# What you have to do
In the copy you make, keep each entry exactly as it is and leave out all images.

== == ==

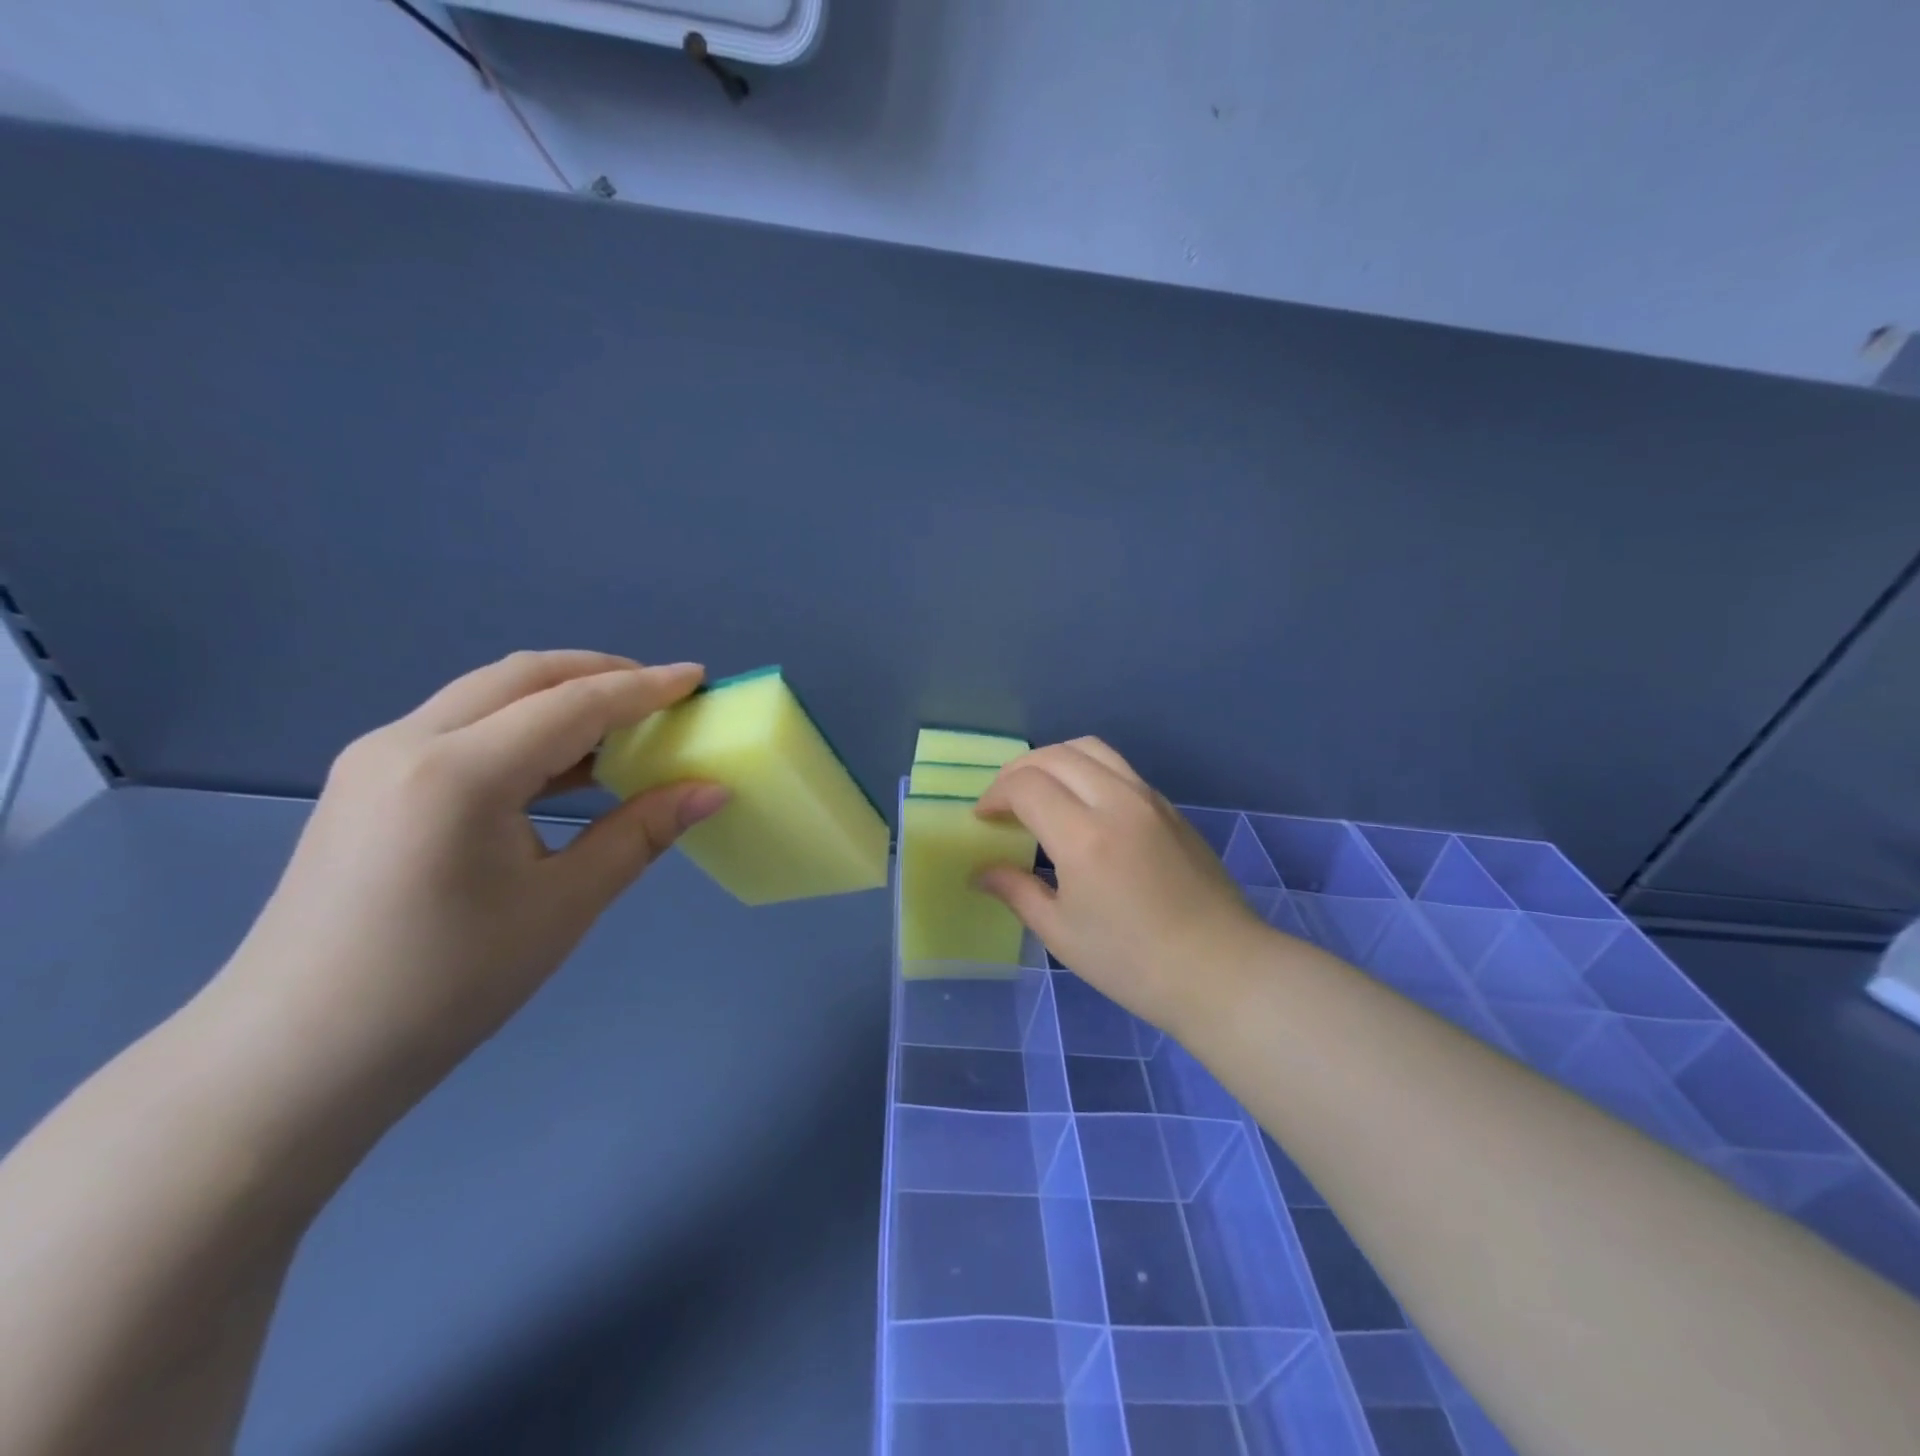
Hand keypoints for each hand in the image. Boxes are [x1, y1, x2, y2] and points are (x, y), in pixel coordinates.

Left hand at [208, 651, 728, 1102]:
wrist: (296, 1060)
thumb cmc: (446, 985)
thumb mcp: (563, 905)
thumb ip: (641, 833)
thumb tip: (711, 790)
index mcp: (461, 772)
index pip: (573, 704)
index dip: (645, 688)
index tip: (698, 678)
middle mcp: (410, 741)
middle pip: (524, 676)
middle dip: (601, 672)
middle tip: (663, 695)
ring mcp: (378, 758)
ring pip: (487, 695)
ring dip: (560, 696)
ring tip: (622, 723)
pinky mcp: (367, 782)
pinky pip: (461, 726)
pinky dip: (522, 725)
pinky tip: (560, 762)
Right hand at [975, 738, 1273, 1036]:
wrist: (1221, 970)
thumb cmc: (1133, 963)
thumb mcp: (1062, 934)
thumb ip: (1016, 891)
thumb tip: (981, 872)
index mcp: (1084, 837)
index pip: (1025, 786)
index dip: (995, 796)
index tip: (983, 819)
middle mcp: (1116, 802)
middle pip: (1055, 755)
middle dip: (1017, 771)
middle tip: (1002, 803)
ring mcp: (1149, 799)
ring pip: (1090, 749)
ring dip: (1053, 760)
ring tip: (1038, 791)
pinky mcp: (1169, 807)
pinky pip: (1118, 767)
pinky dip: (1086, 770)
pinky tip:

== == ==

# Task response
Hand keypoints for each hand in the image. Boxes are [x1, y1, x2, y2] and points are (x, y), in pixel coordinates.

Left hand at [208, 651, 728, 1102]:
wrist: (296, 1060)
thumb cmc: (446, 985)
thumb mcp: (563, 905)
thumb ip: (641, 833)
thumb tip: (711, 790)
index mcp: (461, 772)
index pip: (573, 704)
index dip: (645, 688)
index tip: (698, 678)
middle mcp: (410, 741)
middle pip: (524, 676)
middle dip: (601, 672)
middle tip: (663, 695)
ring mcp: (378, 758)
ring pip: (487, 695)
ring dip: (560, 696)
ring tip: (622, 723)
pinky mcp: (367, 782)
pinky pip: (461, 726)
pinky dip: (522, 725)
pinky tip: (560, 762)
Right hand at [975, 738, 1273, 1036]:
wrist: (1221, 970)
thumb cmc: (1133, 963)
thumb mcp: (1062, 934)
thumb ip: (1016, 891)
thumb tip: (981, 872)
index mcp: (1084, 837)
index pip: (1025, 786)
index dip: (995, 796)
index tip: (983, 819)
middle mcp: (1116, 802)
middle pip: (1055, 755)
middle dip: (1017, 771)
middle tip: (1002, 803)
ring mcp: (1149, 799)
ring pip: (1090, 749)
ring dip: (1053, 760)
ring tip: (1038, 791)
pinky mcp: (1169, 807)
pinky pip: (1118, 767)
pinky dip: (1086, 770)
pinky tip:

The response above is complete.